Con el porte matronal que siempre tuvo, acrecentado en aquellos años cuando mi abuelo Alejandro desempeñaba altos cargos en el régimen gomecista, mi abuela había elegido para la gala un vestido de talle a la cadera, con plisados a lo Fortuny. Por no haber nacido entonces, mamá no vio a la pareja señorial aquella noche, cuando mi abuelo llevaba frac y pumpá, según las hermanas mayores contaron a la benjamina; pero mi abuela le había mostrado de niña el traje en seda rosa, el cual había guarnecido con una estola de visón para abrigarse del pacheco caraqueño de diciembre.

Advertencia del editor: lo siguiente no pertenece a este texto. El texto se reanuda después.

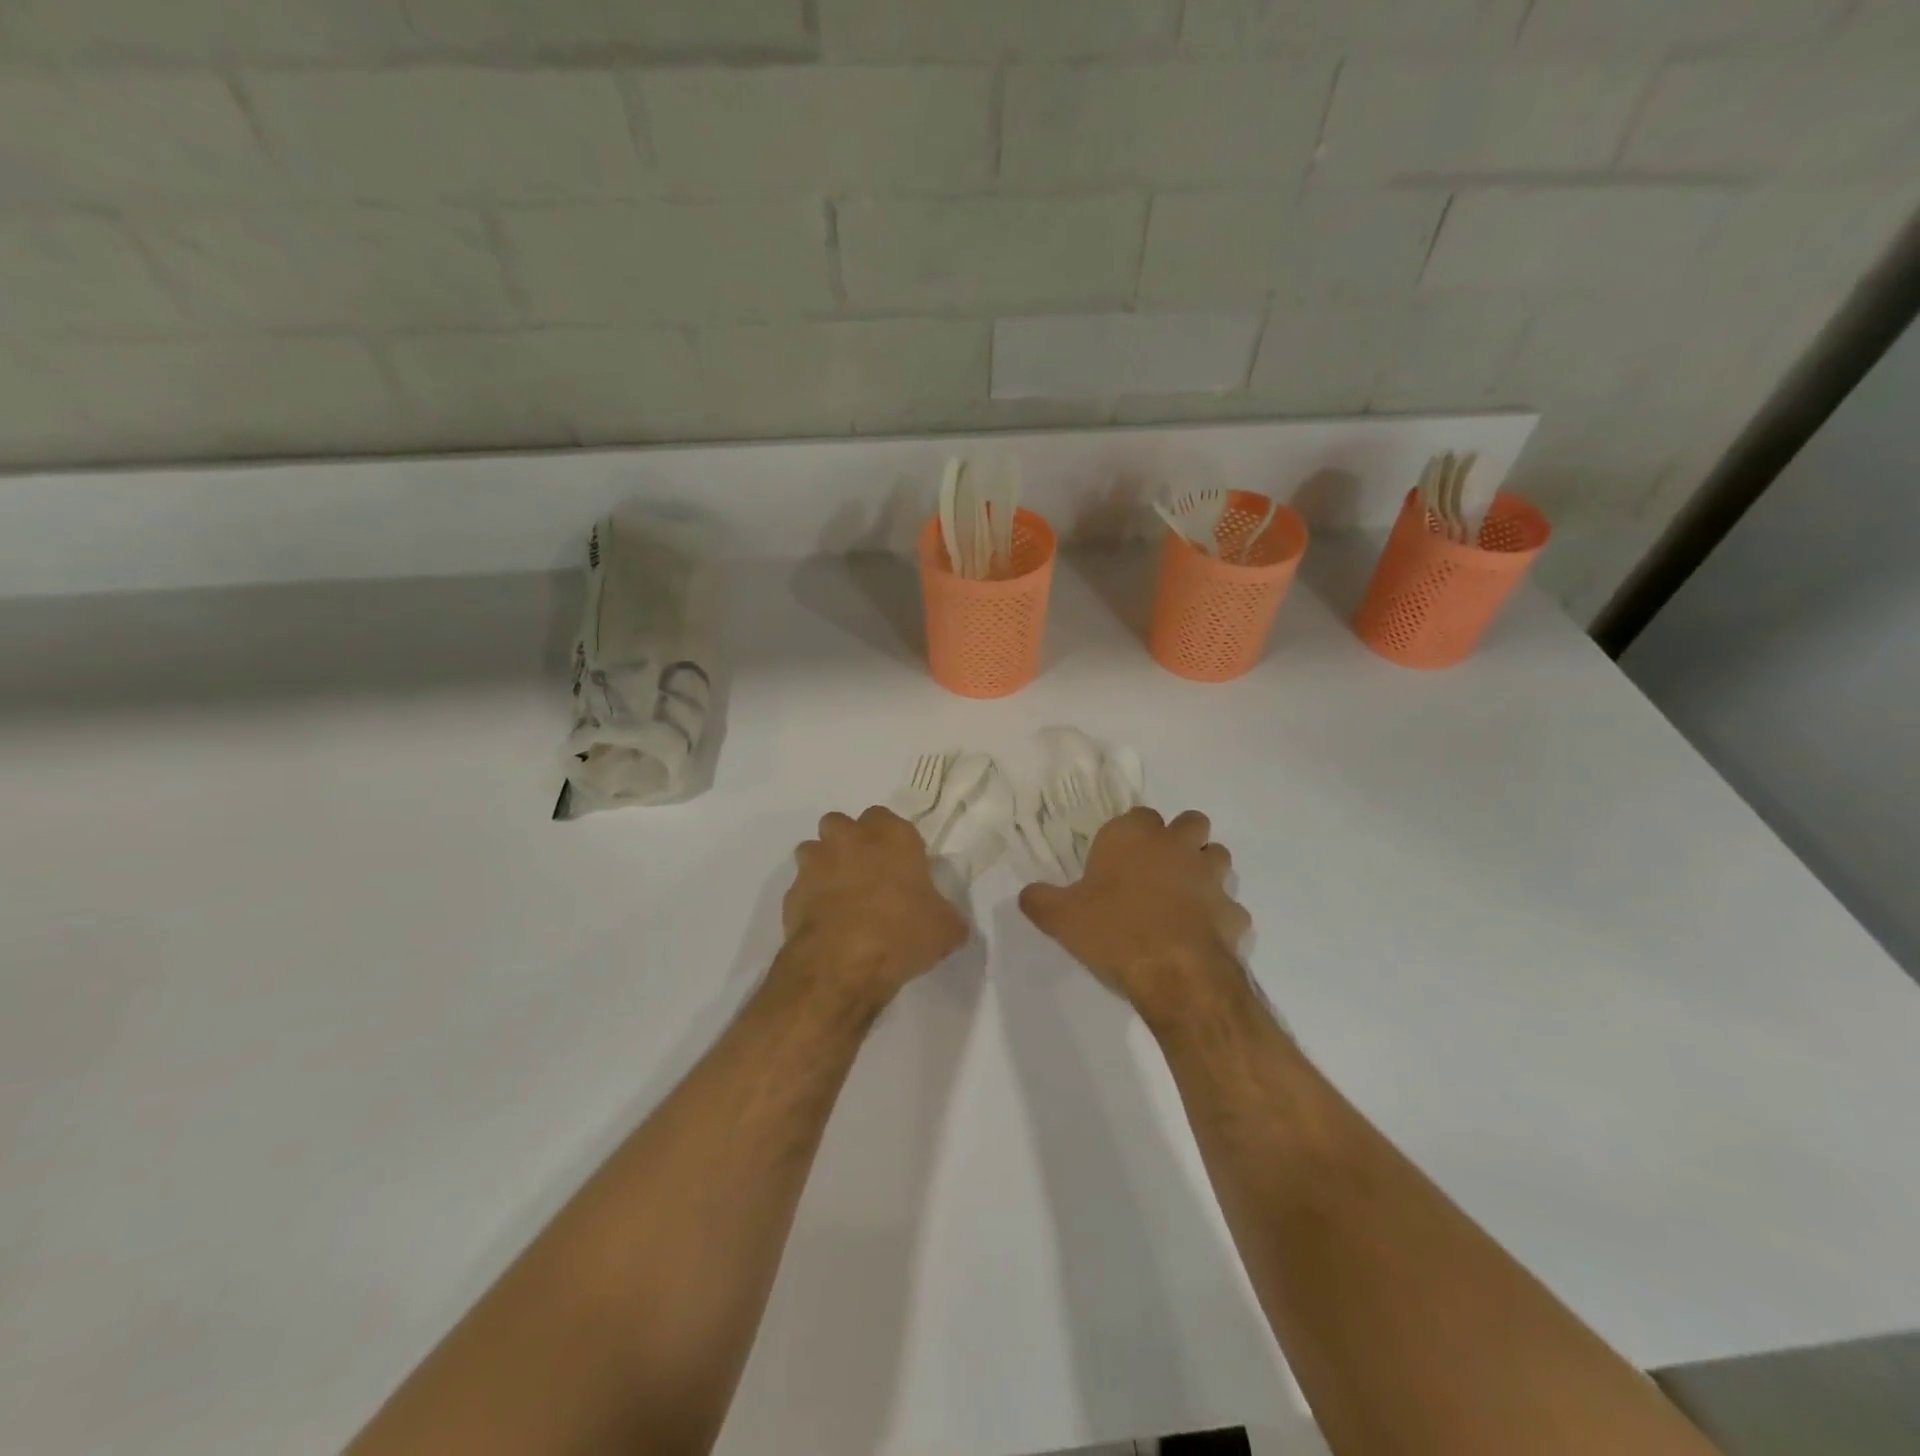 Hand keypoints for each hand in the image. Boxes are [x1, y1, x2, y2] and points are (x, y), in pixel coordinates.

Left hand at [782, 807, 968, 1005]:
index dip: (892, 840)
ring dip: (825, 864)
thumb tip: (944, 918)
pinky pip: (802, 886)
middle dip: (851, 842)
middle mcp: (850, 838)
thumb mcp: (946, 928)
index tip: (901, 865)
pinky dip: (811, 898)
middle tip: (867, 874)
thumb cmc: (902, 933)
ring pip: (815, 849)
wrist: (842, 965)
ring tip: (841, 896)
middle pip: (843, 824)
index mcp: (892, 835)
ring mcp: (816, 862)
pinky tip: (826, 922)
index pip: (888, 819)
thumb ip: (945, 913)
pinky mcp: (792, 891)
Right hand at [1019, 808, 1250, 1020]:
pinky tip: (1200, 936)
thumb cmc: (1114, 932)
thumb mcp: (1061, 918)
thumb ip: (1040, 900)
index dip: (1132, 834)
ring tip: (1183, 897)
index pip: (1139, 815)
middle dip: (1180, 839)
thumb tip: (1028, 894)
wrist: (1175, 974)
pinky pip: (1229, 906)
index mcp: (1134, 836)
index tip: (1118, 859)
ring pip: (1218, 856)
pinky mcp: (1234, 912)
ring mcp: (1212, 877)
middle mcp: (1177, 846)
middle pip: (1191, 822)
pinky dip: (1219, 916)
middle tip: (1158, 869)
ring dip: (1204, 869) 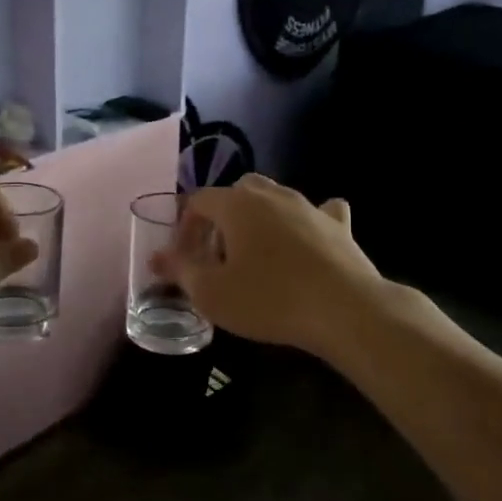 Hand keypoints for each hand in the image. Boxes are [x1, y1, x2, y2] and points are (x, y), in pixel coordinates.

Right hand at [152, 174, 387, 358]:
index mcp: (236, 204)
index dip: (184, 226)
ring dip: (260, 217)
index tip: (183, 257)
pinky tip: (308, 238)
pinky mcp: (339, 226)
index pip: (198, 200)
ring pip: (277, 197)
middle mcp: (272, 195)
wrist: (345, 310)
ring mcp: (309, 206)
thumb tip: (156, 258)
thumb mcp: (211, 293)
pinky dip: (308, 221)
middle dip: (223, 215)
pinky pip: (320, 211)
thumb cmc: (268, 299)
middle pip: (238, 190)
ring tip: (256, 250)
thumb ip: (180, 270)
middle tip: (218, 251) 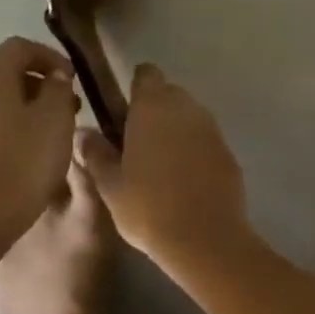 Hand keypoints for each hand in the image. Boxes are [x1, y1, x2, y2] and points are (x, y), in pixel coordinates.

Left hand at [0, 37, 77, 218]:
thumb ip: (59, 88)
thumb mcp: (56, 117)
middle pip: (7, 73)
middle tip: (70, 106)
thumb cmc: (27, 157)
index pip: (20, 47)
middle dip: (41, 84)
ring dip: (28, 107)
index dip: (50, 56)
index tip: (73, 77)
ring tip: (55, 130)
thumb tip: (55, 77)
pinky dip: (14, 125)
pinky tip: (33, 149)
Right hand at [76, 63, 249, 271]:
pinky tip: (184, 181)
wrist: (205, 238)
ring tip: (159, 165)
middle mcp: (186, 109)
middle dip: (155, 110)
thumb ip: (96, 153)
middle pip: (170, 94)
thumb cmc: (147, 208)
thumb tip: (84, 133)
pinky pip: (206, 142)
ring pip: (190, 118)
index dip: (135, 87)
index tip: (123, 111)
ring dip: (176, 131)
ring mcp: (212, 131)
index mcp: (153, 107)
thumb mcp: (110, 184)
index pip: (146, 75)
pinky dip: (195, 152)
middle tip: (136, 142)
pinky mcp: (229, 154)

Aunque creo que era septembrina y calurosa, porque fue poco después del terremoto de julio, aquella noche del 67 cuando mamá asistió con mis tías al ballet, usó la misma étole parda de mi abuela, que desde niño veía yo enroscada en una caja de Peletería Canadá en el escaparate. Ha venido esa estola a mi mente como jirón de recuerdo, vestigio de las galas Belle Époque leídas en Pocaterra y Blanco Fombona, ahora que reviso crónicas de viajeros de entre siglos, para una compilación a publicarse con ocasión de los 450 años de Caracas. Esperando que la capital no sufra otra tragedia como el terremoto del 67, no creo que la oscura Caracas de hoy alcance el esplendor de publicaciones y celebraciones de aquel cuatricentenario, incluyendo la gala de ballet a la que asistiera mamá en el Municipal.